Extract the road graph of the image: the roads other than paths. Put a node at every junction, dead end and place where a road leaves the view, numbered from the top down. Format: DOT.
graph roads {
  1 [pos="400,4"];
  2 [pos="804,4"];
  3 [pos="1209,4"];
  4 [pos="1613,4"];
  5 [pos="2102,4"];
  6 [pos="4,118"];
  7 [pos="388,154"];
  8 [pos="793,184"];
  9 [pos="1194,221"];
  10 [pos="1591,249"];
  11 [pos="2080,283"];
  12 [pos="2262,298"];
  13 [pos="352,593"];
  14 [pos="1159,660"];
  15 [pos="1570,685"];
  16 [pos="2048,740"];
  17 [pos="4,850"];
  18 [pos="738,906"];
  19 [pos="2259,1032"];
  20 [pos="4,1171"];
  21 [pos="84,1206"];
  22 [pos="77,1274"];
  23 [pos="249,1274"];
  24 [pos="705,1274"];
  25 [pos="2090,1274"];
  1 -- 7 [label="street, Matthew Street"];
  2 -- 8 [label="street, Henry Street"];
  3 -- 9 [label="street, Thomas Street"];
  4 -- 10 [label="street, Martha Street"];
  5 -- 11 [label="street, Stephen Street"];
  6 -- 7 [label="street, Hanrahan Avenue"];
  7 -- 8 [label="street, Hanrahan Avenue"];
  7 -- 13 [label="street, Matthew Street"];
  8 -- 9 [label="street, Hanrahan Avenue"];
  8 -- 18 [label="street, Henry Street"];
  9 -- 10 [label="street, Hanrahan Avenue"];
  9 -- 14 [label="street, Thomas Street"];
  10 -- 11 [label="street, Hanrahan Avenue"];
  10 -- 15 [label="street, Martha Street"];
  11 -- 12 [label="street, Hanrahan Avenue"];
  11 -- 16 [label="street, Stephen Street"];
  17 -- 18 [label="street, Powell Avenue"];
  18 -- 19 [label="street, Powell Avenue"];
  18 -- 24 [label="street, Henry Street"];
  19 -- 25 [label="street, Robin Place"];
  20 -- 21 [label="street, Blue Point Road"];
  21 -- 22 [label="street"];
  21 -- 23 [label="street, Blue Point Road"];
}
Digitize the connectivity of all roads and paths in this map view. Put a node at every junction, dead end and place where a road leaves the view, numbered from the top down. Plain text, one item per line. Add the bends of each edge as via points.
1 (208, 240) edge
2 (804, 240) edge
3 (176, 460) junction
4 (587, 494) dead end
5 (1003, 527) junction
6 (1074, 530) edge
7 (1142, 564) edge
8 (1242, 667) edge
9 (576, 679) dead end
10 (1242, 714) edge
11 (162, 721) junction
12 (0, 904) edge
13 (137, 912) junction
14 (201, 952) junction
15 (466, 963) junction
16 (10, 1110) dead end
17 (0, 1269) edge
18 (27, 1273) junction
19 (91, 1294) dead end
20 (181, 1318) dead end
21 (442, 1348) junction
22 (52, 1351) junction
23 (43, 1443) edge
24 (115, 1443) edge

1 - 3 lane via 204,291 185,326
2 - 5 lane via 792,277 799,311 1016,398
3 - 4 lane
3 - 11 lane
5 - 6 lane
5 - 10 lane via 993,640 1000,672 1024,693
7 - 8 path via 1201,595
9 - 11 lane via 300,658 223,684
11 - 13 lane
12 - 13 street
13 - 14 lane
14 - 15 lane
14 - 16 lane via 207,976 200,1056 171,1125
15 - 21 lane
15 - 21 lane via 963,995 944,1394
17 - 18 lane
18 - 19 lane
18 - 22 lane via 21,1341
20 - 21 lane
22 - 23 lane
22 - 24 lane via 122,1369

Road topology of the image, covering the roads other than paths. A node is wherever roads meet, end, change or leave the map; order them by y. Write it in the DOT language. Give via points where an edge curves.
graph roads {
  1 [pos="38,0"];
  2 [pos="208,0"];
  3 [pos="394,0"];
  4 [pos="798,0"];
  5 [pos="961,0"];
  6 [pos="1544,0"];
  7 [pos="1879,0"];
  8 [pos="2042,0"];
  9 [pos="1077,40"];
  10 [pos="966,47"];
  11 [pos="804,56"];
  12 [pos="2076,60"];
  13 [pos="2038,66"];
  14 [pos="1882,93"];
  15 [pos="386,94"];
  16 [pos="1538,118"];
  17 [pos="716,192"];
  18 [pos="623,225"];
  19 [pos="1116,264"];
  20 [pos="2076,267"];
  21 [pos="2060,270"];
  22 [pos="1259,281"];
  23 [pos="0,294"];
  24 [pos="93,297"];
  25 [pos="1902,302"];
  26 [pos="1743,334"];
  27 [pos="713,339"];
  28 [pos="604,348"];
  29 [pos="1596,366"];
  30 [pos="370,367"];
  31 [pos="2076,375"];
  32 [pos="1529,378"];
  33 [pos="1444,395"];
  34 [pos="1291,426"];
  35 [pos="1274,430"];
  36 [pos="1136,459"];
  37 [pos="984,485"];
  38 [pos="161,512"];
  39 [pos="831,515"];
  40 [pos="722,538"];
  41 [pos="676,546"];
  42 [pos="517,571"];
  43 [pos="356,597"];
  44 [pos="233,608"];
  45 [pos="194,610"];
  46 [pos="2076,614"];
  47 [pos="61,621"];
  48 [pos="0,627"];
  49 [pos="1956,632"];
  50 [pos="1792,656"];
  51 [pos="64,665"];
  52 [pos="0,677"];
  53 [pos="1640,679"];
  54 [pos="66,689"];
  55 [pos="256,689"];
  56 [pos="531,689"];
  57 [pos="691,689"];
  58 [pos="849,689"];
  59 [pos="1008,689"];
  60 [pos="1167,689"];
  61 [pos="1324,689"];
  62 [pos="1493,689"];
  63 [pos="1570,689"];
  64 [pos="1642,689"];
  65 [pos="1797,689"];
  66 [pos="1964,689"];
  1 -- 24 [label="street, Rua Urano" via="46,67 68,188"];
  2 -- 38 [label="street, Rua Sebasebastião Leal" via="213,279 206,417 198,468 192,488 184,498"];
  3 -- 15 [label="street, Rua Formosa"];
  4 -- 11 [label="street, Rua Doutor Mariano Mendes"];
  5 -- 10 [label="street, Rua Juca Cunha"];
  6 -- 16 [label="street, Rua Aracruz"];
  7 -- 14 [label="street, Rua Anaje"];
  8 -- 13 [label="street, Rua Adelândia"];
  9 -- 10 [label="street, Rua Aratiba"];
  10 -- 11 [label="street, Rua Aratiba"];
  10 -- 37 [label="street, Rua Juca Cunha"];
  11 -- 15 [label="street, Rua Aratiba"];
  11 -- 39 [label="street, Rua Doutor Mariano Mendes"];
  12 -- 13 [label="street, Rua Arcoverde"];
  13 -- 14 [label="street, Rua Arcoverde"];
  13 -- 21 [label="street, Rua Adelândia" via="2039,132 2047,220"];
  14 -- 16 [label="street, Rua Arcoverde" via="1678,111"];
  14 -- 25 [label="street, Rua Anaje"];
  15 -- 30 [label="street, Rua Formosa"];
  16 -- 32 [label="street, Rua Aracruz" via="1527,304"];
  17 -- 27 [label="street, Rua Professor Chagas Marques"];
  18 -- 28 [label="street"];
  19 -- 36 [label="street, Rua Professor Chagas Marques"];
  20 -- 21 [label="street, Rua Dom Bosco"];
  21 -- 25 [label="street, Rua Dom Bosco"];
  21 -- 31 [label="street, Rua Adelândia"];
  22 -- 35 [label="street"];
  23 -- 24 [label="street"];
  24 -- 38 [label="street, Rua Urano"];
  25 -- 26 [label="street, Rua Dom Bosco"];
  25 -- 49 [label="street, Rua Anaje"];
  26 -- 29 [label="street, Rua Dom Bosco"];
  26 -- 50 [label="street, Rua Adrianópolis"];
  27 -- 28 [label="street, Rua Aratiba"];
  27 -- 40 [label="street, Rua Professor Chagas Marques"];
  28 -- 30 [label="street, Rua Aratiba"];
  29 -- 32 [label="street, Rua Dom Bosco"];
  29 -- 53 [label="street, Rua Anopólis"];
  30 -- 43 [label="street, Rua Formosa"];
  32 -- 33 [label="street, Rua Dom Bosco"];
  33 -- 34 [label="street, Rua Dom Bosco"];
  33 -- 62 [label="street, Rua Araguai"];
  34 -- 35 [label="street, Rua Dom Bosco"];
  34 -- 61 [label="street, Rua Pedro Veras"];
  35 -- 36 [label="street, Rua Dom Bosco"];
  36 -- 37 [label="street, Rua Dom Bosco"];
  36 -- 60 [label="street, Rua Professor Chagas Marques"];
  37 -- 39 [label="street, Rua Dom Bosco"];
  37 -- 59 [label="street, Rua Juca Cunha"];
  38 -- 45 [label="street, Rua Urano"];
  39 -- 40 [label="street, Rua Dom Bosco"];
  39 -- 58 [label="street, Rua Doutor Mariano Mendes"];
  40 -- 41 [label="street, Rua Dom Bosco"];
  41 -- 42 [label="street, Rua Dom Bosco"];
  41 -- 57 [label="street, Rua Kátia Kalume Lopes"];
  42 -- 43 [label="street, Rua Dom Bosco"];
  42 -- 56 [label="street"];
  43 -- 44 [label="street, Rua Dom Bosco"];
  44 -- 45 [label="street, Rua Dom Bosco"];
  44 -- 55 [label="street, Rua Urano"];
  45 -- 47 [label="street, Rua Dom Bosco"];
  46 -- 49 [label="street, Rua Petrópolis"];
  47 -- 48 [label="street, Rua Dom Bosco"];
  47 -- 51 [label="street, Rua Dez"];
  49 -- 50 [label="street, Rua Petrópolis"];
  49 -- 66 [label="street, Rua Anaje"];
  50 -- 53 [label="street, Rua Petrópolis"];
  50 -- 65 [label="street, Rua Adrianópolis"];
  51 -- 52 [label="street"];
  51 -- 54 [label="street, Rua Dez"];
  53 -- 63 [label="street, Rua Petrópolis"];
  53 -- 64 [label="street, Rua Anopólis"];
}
····················
__TASK DIRECTIONS__
Could you show every line of the material that includes the string "other"?

__EXERCISE SOLUTION__
Extract the road graph of the image: the roads other than paths. Put a node at every junction, dead end and place where a road leaves the view, numbered from the top down. Format: DOT.
Road topology of the image, covering the roads other than paths. A node is wherever roads meet, end, change or leave the map; order them by y. Write it in the DOT language. Give via points where an edge curves.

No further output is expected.